Heat the milk in a heavy-bottomed sauce pan, bring to a boil, and whisk in the semolina, stirring until it pulls away from the edge of the pan. Cook on low heat 10 – 15 minutes. Remove from the heat and add the butter, cheese, egg yolks, and prosciutto. Season with the nutmeg and salt. Wet a countertop or baking sheet, and pour out the semolina to 1/2 inch thickness, allow to cool, and cut into 2 1/2-inch rounds. Arrange the rounds in a buttered baking dish in rows and sprinkle with parmesan cheese. Dot with butter and bake in a 350-degree oven for 20-30 minutes or until cheese is golden and bubbly.

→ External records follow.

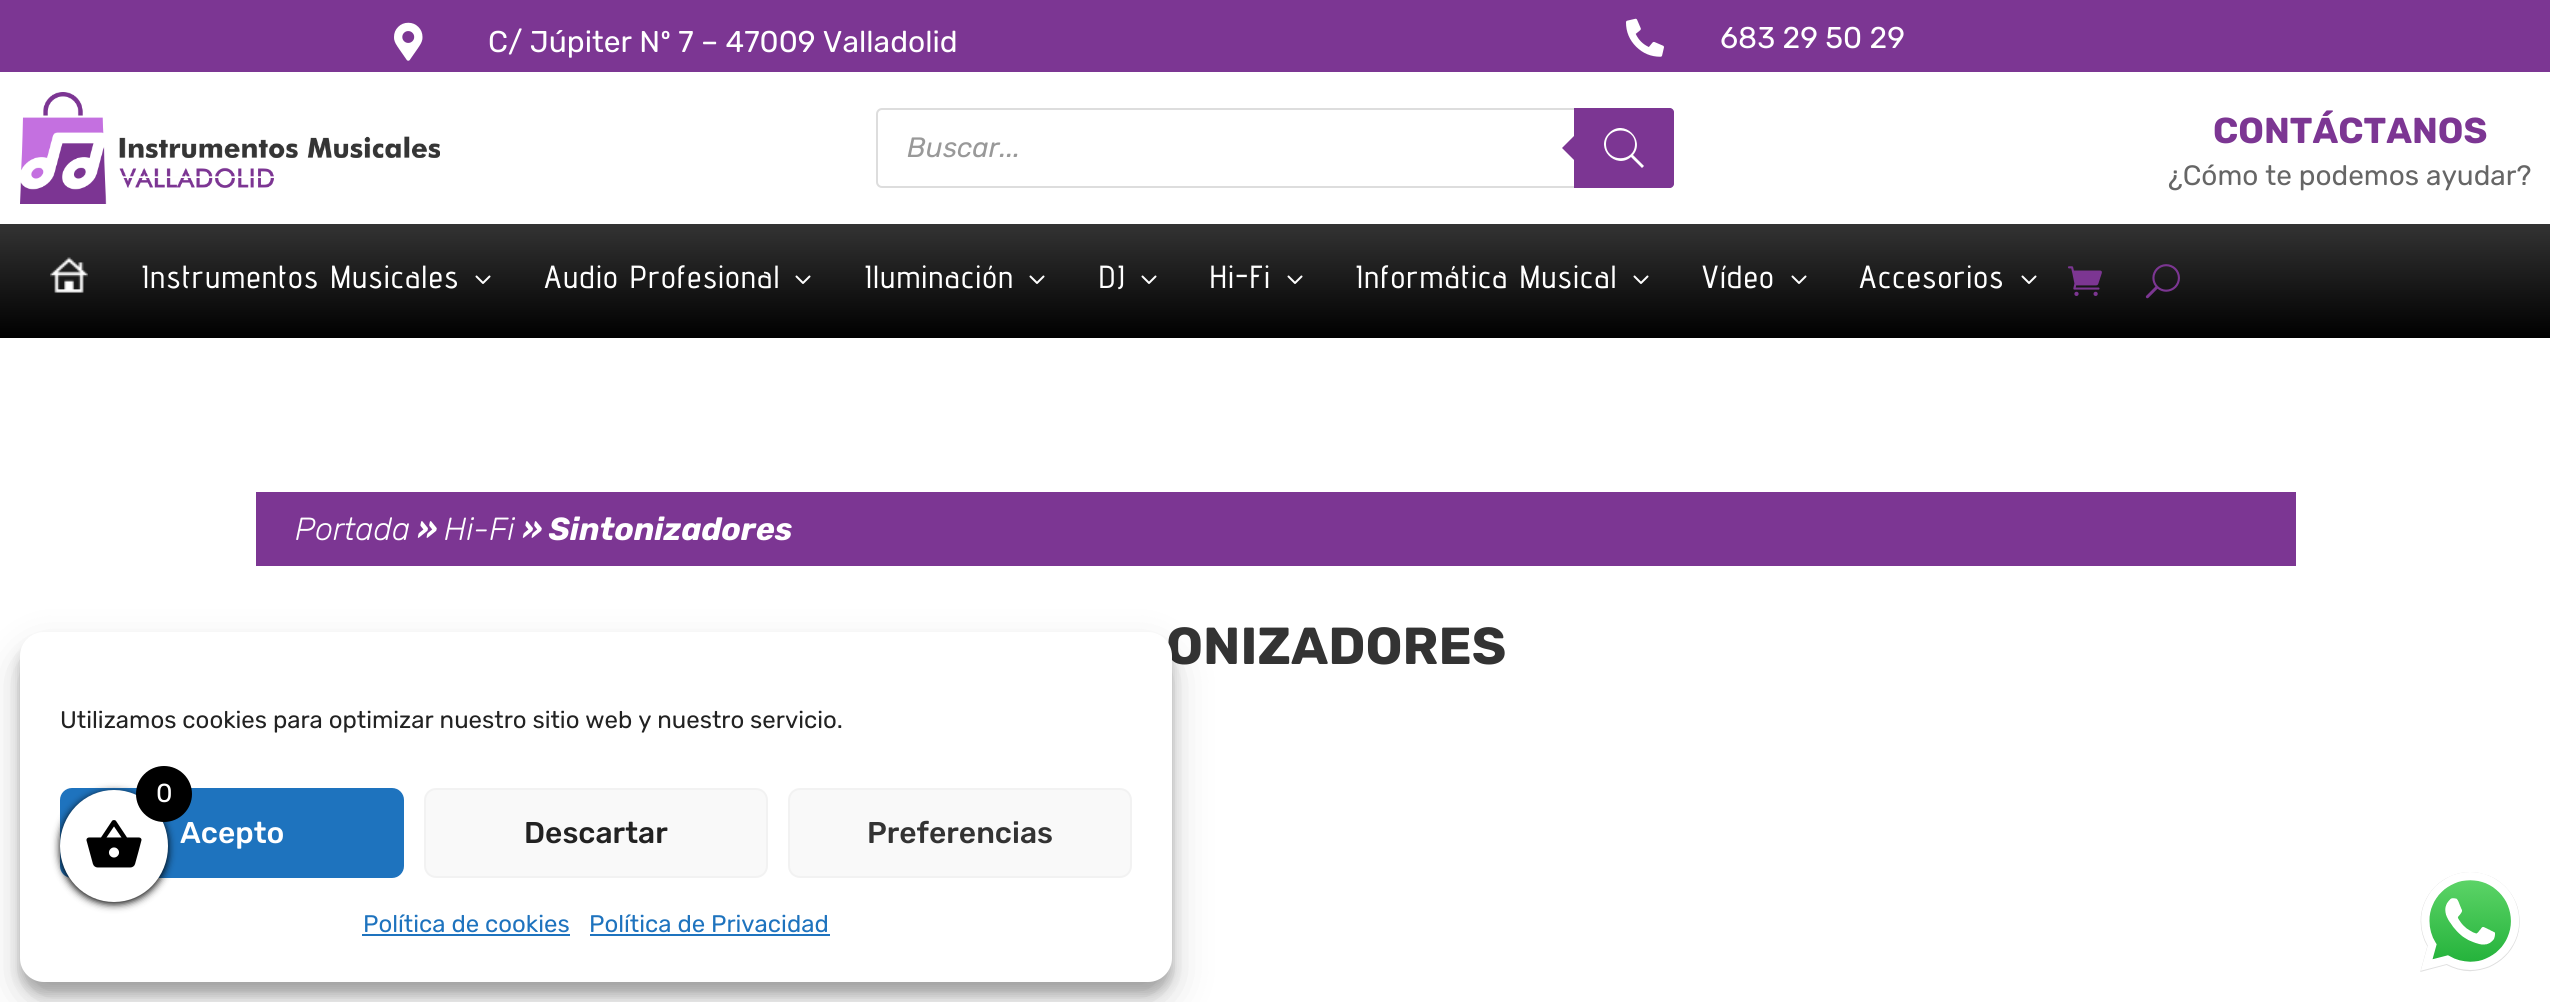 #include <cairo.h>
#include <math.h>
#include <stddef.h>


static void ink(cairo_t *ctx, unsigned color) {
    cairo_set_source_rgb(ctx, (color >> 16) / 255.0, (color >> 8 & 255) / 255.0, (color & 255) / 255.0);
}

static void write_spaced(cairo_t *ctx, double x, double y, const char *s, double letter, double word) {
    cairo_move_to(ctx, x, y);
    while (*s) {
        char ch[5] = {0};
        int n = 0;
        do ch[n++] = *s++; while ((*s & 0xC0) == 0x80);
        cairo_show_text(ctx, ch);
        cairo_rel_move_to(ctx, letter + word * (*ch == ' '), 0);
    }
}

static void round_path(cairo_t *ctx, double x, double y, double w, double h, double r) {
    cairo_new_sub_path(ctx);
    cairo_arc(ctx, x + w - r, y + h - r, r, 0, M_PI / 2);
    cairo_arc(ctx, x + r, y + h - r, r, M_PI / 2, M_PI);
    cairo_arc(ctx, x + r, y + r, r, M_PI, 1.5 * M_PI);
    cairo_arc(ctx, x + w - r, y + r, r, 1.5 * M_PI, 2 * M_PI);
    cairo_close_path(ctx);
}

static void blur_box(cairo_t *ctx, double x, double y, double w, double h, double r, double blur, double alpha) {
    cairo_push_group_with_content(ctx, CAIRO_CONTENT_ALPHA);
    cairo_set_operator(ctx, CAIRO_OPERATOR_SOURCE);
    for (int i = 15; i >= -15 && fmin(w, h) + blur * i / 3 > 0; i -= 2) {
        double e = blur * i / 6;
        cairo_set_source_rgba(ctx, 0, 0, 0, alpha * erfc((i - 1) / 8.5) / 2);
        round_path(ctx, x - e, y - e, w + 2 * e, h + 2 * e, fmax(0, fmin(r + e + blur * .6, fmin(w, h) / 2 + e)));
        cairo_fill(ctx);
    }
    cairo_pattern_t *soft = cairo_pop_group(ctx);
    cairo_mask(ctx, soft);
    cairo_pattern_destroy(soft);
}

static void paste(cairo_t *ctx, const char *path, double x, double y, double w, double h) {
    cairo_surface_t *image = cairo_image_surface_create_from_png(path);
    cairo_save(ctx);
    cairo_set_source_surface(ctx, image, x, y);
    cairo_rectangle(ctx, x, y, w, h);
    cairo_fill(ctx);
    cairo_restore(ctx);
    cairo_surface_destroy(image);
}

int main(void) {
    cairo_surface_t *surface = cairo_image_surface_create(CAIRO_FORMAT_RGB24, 2550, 1002);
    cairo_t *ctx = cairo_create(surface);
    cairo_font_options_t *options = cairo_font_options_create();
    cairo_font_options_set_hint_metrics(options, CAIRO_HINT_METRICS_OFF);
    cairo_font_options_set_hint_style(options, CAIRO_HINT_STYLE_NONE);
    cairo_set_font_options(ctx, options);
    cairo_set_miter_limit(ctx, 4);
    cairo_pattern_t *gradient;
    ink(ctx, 0xFFFFFF);
    cairo_paint(ctx);
    ink(ctx, 0x7C3693);
    cairo_rectangle(ctx, 0, 0, 2550, 72);
    cairo_fill(ctx);
    paste(ctx, "media/1.png", 394, 22, 29, 39);
    cairo_select_font_face(ctx, "Rubik", CAIRO_FONT_SLANT_NORMAL, CAIRO_FONT_WEIGHT_NORMAL);
    cairo_set_font_size(ctx, 30);
    ink(ctx, 0xFFFFFF);
    cairo_move_to(ctx, 488, 52);
    cairo_show_text(ctx, "C/ Júpiter Nº 7 – 47009 Valladolid");
    paste(ctx, "media/2.png", 1626, 18, 38, 39);
    cairo_move_to(ctx, 1720, 48);
    cairo_show_text(ctx, "683 29 50 29");
    paste(ctx, "media/3.png", 20, 92, 420, 112);
    round_path(ctx, 877, 109, 796, 78, 5);
    ink(ctx, 0xDDDDDD);
    cairo_stroke(ctx);
    cairo_select_font_face(ctx, "Rubik", CAIRO_FONT_SLANT_ITALIC, CAIRO_FONT_WEIGHT_NORMAL);
    cairo_set_font_size(ctx, 28);
    ink(ctx, 0x999999);
    cairo_move_to(ctx, 907, 157);
    cairo_show_text(ctx, "Buscar...");
    ink(ctx, 0x7C3693);
    cairo_new_path(ctx);
    cairo_move_to(ctx, 1574, 108);
    cairo_line_to(ctx, 1670, 108);
    cairo_curve_to(ctx, 1672, 108, 1674, 110, 1674, 112);
    cairo_line_to(ctx, 1674, 184);
    cairo_curve_to(ctx, 1674, 186, 1672, 188, 1670, 188);
    cairo_line_to(ctx, 1574, 188);
    cairo_close_path(ctx);
    cairo_fill(ctx);
    cairo_new_path(ctx);
    cairo_move_to(ctx, 1578, 132);
    cairo_line_to(ctx, 1578, 164);
    cairo_line_to(ctx, 1562, 148);
    cairo_close_path(ctx);
    cairo_fill(ctx);
    ink(ctx, 0xFFFFFF);
    cairo_new_path(ctx);
    cairo_move_to(ctx, 1644, 166);
    cairo_line_to(ctx, 1633, 155);
    cairo_curve_to(ctx, 1646, 140, 1624, 118, 1609, 133);
    cairo_curve_to(ctx, 1594, 148, 1616, 170, 1631, 157);
    cairo_line_to(ctx, 1642, 168);
    cairo_close_path(ctx);
    cairo_move_to(ctx, 1606, 144);
    cairo_curve_to(ctx, 1606, 126, 1635, 126, 1635, 144);
    cairo_curve_to(ctx, 1635, 163, 1606, 163, 1606, 144);
    cairo_close_path(ctx);
    cairo_fill(ctx);
    cairo_select_font_face(ctx, "Rubik", CAIRO_FONT_SLANT_NORMAL, CAIRO_FONT_WEIGHT_BOLD);
    cairo_set_font_size(ctx, 36);
    ink(ctx, 0x7C3693);
    cairo_move_to(ctx, 2213, 143);
    cairo_show_text(ctx, "CONTÁCTANOS");
    cairo_select_font_face(ctx, "Rubik", CAIRO_FONT_SLANT_NORMAL, CAIRO_FONT_WEIGHT_NORMAL);
    cairo_set_font_size(ctx, 28);
    ink(ctx, 0x666666);
    cairo_move_to(ctx, 2168, 185);
    cairo_show_text(ctx, "¿Cómo te podemos ayudar?");
    gradient = cairo_pattern_create_linear(1275, 224, 1275, 338);
    cairo_pattern_add_color_stop_rgba(gradient, 0, 0.2, 0.2, 0.2, 1);
    cairo_pattern_add_color_stop_rgba(gradient, 1, 0, 0, 0, 1);
    cairo_set_source(ctx, gradient);
    cairo_pattern_destroy(gradient);
    cairo_rectangle(ctx, 0, 224, 2550, 114);
    cairo_fill(ctx);
    paste(ctx, "media/4.png", 50, 257, 38, 36);
    cairo_select_font_face(ctx, "Advent Pro Medium", CAIRO_FONT_SLANT_NORMAL, CAIRO_FONT_WEIGHT_NORMAL);
    cairo_set_font_size(ctx, 32);
    ink(ctx, 0xFFFFFF);
    write_spaced(ctx, 142, 288, "Instrumentos Musicales", 2, 0);
    paste(ctx, "media/5.png", 475, 275, 16, 9);
    write_spaced(ctx, 544, 288, "Audio Profesional", 2, 0);
    paste(ctx, "media/5.png", 795, 275, 16, 9);
    write_spaced(ctx, 865, 288, "Iluminación", 2, 0);
    paste(ctx, "media/5.png", 1029, 275, 16, 9);
    write_spaced(ctx, 1099, 288, "DJ", 2, 0);
    paste(ctx, "media/5.png", 1141, 275, 16, 9);
    write_spaced(ctx, 1210, 288, "Hi-Fi", 2, 0);
    paste(ctx, "media/5.png", 1287, 275, 16, 9);
    write_spaced(ctx, 1356, 288, "Informática Musical", 2, 0);
    paste(ctx, "media/5.png", 1633, 275, 16, 9);
    write_spaced(ctx, 1702, 288, "Vídeo", 2, 0);
    paste(ctx, "media/5.png", 1791, 275, 16, 9);
    write_spaced(ctx, 1859, 288, "Accesorios", 2, 0);
    paste(ctx, "media/5.png", 2021, 275, 16, 9);
    paste(ctx, "media/6.png", 2068, 266, 34, 30);
    paste(ctx, "media/7.png", 2145, 264, 35, 35);
    ink(ctx, 0x7C3693);
    cairo_rectangle(ctx, 256, 492, 2040, 74);
    cairo_fill(ctx);
    cairo_select_font_face(ctx, "Rubik Light", CAIRO_FONT_SLANT_ITALIC, CAIRO_FONT_WEIGHT_NORMAL);
    ink(ctx, 0xFFFFFF);
    cairo_move_to(ctx, 295, 540);
    cairo_show_text(ctx, "Portada");
    cairo_select_font_face(ctx, "Rubik", CAIRO_FONT_SLANT_ITALIC, CAIRO_FONT_WEIGHT_BOLD);
    cairo_move_to(ctx, 417, 540);
    cairo_show_text(ctx, "»");
    cairo_select_font_face(ctx, "Rubik Light", CAIRO_FONT_SLANT_ITALIC, CAIRO_FONT_WEIGHT_NORMAL);
    cairo_move_to(ctx, 444, 540);
    cairo_show_text(ctx, "Hi-Fi");
    cairo_select_font_face(ctx, "Rubik", CAIRO_FONT_SLANT_ITALIC, CAIRO_FONT_WEIGHT_BOLD);
    cairo_move_to(ctx, 522, 540);
    cairo_show_text(ctx, "» Sintonizadores");
    cairo_select_font_face(ctx, "Rubik", CAIRO_FONT_SLANT_NORMAL, CAIRO_FONT_WEIGHT_BOLD);
    cairo_set_font_size(ctx, 52);
    ink(ctx, 0x333333);
    cairo_move_to(ctx, 1166, 664);
    cairo_show_text(ctx, "ONIZADORES");
    ink(ctx, 0x000000);
    blur_box(ctx, 20, 644, 1152, 350, 24, 6, 0.23);
    blur_box(ctx, 20, 652, 1152, 350, 24, 20, 0.19);
    ink(ctx, 0xFFFFFF);
    round_path(ctx, 20, 632, 1152, 350, 24);
    cairo_fill(ctx);
    cairo_select_font_face(ctx, "Rubik", CAIRO_FONT_SLANT_NORMAL, CAIRO_FONT_WEIGHT_NORMAL);
    cairo_set_font_size(ctx, 24);
    ink(ctx, 0x222222);
    cairo_move_to(ctx, 60, 728);
    cairo_show_text(ctx, "Utilizamos cookies para optimizar nuestro sitio web y nuestro servicio.");
    ink(ctx, 0x1E73BE);
    round_path(ctx, 61, 789, 342, 88, 11);
    cairo_fill_preserve(ctx);
    cairo_stroke(ctx);
    cairo_select_font_face(ctx, "Rubik Medium", CAIRO_FONT_SLANT_NORMAL, CAIRO_FONT_WEIGHT_NORMAL);
    cairo_set_font_size(ctx, 30);
    ink(ctx, 0xFFFFFF);
    cairo_move_to(ctx, 180, 843);
    cairo_show_text(ctx, "Acepto");
    ink(ctx, 0xF9F9F9);
    round_path(ctx, 425, 789, 342, 88, 11);
    cairo_fill_preserve(ctx);
    ink(ctx, 0xF2F2F2);
    cairo_stroke(ctx);
    ink(ctx, 0x222222);
    cairo_move_to(ctx, 524, 843);
    cairo_show_text(ctx, "Descartar");
    ink(ctx, 0xF9F9F9);
    round_path(ctx, 789, 789, 342, 88, 11);
    cairo_fill_preserve(ctx);
    ink(ctx, 0xF2F2F2);
    cairo_stroke(ctx);
    ink(ctx, 0x333333);
    cairo_move_to(ctx, 867, 843);
    cairo_show_text(ctx, "Preferencias");
    cairo_select_font_face(ctx, "Rubik", CAIRO_FONT_SLANT_NORMAL, CAIRO_FONT_WEIGHT_NORMAL);
    cairo_set_font_size(ctx, 24);
    ink(ctx, 0x1E73BE);
    cairo_move_to(ctx, 363, 932);
    cairo_show_text(ctx, "Política de cookies");
    cairo_rectangle(ctx, 362, 934, 208, 2);
    cairo_fill(ctx);
    cairo_move_to(ctx, 589, 932);
    cairo_show_text(ctx, "Política de Privacidad");
    cairo_rectangle(ctx, 590, 934, 240, 2);
    cairo_fill(ctx);
    ink(ctx, 0x000000);
    blur_box(ctx, 60, 792, 108, 112, 54, 4, 1);
    ink(ctx, 0xFFFFFF);
    cairo_new_path(ctx);
    cairo_move_to(ctx, 114, 790);
    cairo_curve_to(ctx, 144, 790, 168, 815, 168, 846);
    cairo_curve_to(ctx, 168, 877, 144, 902, 114, 902);
    cairo_curve_to(ctx, 84, 902, 60, 877, 60, 846);
    cairo_curve_to(ctx, 60, 815, 84, 790, 114, 790);
    cairo_close_path(ctx);
    cairo_fill(ctx);
    ink(ctx, 0x000000);
    cairo_arc(ctx, 164, 794, 28, 0, 2 * M_PI);
    cairo_fill(ctx);
    cairo_set_font_size(ctx, 26);
    ink(ctx, 0xFFFFFF);
    cairo_move_to(ctx, 156, 802);
    cairo_show_text(ctx, "0");
    paste(ctx, "media/8.png", 86, 820, 56, 48);
    paste(ctx, "media/9.png", 2420, 872, 100, 100);
    cairo_surface_write_to_png(surface, "image.png");
    cairo_font_options_destroy(options);
    cairo_destroy(ctx);
    cairo_surface_destroy(surface);
    return 0;
}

Garnish with fresh cracked pepper and Italian parsley.

Gnocchi Parisienne

  • 1 1/2 cups water
  • 6 ounces unsalted butter, cut into tablespoons – 1 1/2 sticks
  • Large pinch of coarse salt
  • 2 1/4 cups bread flour
  • 6 eggs
  • 1/2 cup grated Gruyère cheese
  • 1/4 cup Parmesan, grated
  • Pinch cayenne pepper, ground
  • 1 tablespoons Dijon mustard
  • 1/8 teaspoon freshly ground pepper
  • 1 teaspoon kosher salt
  • 1 tablespoon chives, sliced thin
  • 1 tablespoon Italian parsley, chopped fine

In a medium saucepan, combine the water, butter, and salt then bring to a boil. Add the flour and stir in with a wooden spoon until a smooth dough forms; lower heat and stir until it dries out and pulls away from the pan, about two to four minutes. Scrape the dough into a mixing bowl fitted with a paddle; beat mixture for one minute to let cool. Beat the eggs into the dough, one at a time, beating thoroughly between each egg. Add the cheese, cayenne salt, pepper, herbs, and the Dijon mustard. Transfer the mixture to a piping bag fitted with a plain tip.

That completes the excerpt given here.